Extracted entries:
╔══
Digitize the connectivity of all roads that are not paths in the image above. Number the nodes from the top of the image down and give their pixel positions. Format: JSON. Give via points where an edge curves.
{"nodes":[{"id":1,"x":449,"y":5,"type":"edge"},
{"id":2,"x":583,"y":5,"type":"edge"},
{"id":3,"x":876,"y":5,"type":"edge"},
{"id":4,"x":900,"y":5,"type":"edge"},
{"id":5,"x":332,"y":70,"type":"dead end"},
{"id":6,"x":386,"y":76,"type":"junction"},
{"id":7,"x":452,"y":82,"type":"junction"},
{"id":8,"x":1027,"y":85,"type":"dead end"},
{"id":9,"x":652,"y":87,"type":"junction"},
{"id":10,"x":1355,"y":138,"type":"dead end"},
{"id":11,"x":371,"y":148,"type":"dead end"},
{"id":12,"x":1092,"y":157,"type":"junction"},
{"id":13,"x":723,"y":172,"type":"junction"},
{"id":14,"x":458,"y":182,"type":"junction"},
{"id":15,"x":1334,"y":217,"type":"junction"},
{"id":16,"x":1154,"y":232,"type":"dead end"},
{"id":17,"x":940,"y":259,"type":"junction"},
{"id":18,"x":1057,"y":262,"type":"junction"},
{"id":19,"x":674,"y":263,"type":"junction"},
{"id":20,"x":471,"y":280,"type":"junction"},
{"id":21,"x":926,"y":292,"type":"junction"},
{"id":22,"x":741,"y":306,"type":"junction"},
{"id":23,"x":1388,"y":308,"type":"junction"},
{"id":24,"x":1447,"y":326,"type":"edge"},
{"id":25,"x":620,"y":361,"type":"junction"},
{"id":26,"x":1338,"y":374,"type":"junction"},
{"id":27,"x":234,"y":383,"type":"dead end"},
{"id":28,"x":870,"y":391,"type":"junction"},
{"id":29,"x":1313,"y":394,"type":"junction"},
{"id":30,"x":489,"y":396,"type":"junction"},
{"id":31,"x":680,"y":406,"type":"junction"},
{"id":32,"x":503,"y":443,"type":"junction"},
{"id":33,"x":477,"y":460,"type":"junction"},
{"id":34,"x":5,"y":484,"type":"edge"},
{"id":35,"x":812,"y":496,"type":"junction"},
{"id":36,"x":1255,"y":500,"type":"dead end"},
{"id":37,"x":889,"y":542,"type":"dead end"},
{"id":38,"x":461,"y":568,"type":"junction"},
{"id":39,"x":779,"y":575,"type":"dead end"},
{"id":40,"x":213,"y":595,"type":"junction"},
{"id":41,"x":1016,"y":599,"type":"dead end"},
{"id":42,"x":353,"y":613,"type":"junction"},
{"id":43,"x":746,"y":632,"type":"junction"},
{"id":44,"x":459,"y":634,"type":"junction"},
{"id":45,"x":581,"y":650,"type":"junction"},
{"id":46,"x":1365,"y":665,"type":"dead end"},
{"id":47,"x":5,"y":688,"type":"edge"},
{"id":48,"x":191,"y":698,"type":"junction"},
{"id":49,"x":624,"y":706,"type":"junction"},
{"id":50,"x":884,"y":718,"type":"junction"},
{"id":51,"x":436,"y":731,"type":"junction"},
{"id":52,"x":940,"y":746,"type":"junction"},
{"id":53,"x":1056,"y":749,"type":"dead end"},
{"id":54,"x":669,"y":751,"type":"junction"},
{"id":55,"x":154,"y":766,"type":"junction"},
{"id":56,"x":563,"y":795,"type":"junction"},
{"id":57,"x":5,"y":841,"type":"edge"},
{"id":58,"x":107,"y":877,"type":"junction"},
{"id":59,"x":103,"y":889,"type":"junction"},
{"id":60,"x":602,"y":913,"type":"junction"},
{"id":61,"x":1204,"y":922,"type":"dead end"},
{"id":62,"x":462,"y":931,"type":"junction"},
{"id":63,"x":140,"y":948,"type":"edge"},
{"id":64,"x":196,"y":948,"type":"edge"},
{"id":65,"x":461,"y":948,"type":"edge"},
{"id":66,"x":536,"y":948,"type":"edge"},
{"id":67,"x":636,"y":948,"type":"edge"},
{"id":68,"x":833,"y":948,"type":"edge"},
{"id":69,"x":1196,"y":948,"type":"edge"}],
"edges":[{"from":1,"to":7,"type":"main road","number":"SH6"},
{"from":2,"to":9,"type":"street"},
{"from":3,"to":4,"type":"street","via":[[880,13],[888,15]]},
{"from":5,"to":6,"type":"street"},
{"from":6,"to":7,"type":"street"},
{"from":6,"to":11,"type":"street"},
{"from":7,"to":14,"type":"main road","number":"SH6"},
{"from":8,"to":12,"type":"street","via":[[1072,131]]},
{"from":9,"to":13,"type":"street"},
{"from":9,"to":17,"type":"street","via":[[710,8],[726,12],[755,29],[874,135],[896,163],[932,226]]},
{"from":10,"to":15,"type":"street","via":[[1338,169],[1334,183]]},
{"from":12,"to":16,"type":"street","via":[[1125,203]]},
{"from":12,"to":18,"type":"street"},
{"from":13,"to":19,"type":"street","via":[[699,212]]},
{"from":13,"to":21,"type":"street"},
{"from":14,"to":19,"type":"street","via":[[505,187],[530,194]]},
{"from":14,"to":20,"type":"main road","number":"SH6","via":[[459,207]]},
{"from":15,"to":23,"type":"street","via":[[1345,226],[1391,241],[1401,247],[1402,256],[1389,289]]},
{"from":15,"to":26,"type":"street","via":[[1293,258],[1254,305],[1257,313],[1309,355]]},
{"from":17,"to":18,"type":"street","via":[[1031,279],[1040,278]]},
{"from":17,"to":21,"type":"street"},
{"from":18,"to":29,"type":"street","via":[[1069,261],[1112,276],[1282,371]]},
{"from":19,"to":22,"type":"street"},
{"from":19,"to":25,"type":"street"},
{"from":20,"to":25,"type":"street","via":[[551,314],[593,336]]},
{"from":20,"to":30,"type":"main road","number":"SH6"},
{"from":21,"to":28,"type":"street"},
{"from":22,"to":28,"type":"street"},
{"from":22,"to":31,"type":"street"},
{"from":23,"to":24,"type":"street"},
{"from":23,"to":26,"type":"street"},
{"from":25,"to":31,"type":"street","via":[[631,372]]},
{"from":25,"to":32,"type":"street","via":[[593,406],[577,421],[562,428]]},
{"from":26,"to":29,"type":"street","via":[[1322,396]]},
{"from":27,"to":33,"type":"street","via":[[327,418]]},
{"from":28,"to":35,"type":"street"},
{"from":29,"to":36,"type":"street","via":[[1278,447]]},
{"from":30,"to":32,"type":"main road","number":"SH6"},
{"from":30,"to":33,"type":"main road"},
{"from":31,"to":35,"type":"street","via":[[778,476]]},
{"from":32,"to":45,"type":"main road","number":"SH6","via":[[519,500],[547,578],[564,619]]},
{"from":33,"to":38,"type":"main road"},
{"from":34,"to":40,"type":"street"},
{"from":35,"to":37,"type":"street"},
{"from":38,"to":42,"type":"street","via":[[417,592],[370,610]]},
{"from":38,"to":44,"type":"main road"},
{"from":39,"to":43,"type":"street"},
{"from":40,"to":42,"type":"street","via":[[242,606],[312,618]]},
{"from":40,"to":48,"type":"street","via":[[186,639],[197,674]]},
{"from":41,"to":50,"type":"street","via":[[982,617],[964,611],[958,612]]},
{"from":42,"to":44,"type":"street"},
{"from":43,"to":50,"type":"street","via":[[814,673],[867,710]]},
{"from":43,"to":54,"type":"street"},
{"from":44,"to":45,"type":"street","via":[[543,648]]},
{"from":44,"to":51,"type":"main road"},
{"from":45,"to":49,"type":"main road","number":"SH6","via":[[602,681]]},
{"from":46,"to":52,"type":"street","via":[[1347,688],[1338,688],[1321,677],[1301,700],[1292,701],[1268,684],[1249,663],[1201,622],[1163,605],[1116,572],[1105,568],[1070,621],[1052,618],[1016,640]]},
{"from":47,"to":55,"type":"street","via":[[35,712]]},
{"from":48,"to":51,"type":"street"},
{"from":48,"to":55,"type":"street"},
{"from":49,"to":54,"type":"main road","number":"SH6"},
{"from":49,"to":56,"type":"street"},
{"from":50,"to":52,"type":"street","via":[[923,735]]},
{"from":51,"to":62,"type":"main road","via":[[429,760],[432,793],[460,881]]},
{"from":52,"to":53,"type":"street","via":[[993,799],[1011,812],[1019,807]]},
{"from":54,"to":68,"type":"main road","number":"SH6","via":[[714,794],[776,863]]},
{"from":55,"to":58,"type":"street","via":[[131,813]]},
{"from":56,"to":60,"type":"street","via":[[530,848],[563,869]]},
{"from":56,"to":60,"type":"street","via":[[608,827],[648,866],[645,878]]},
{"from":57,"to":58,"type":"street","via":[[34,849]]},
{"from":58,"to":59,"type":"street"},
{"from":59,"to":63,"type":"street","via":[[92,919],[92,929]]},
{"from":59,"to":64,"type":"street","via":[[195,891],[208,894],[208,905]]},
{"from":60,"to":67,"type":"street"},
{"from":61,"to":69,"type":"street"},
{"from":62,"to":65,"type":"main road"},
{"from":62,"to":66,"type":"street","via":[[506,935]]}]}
╚══
Task requirements:
Working through the records, copy each line in which the word "nodes" appears.

Response:
Digitize the connectivity of all roads that are not paths in the image above. Number the nodes from the top of the image down and give their pixel positions. Format: JSON. Give via points where an edge curves.
{"nodes":[{"id":1,"x":449,"y":5,"type":"edge"},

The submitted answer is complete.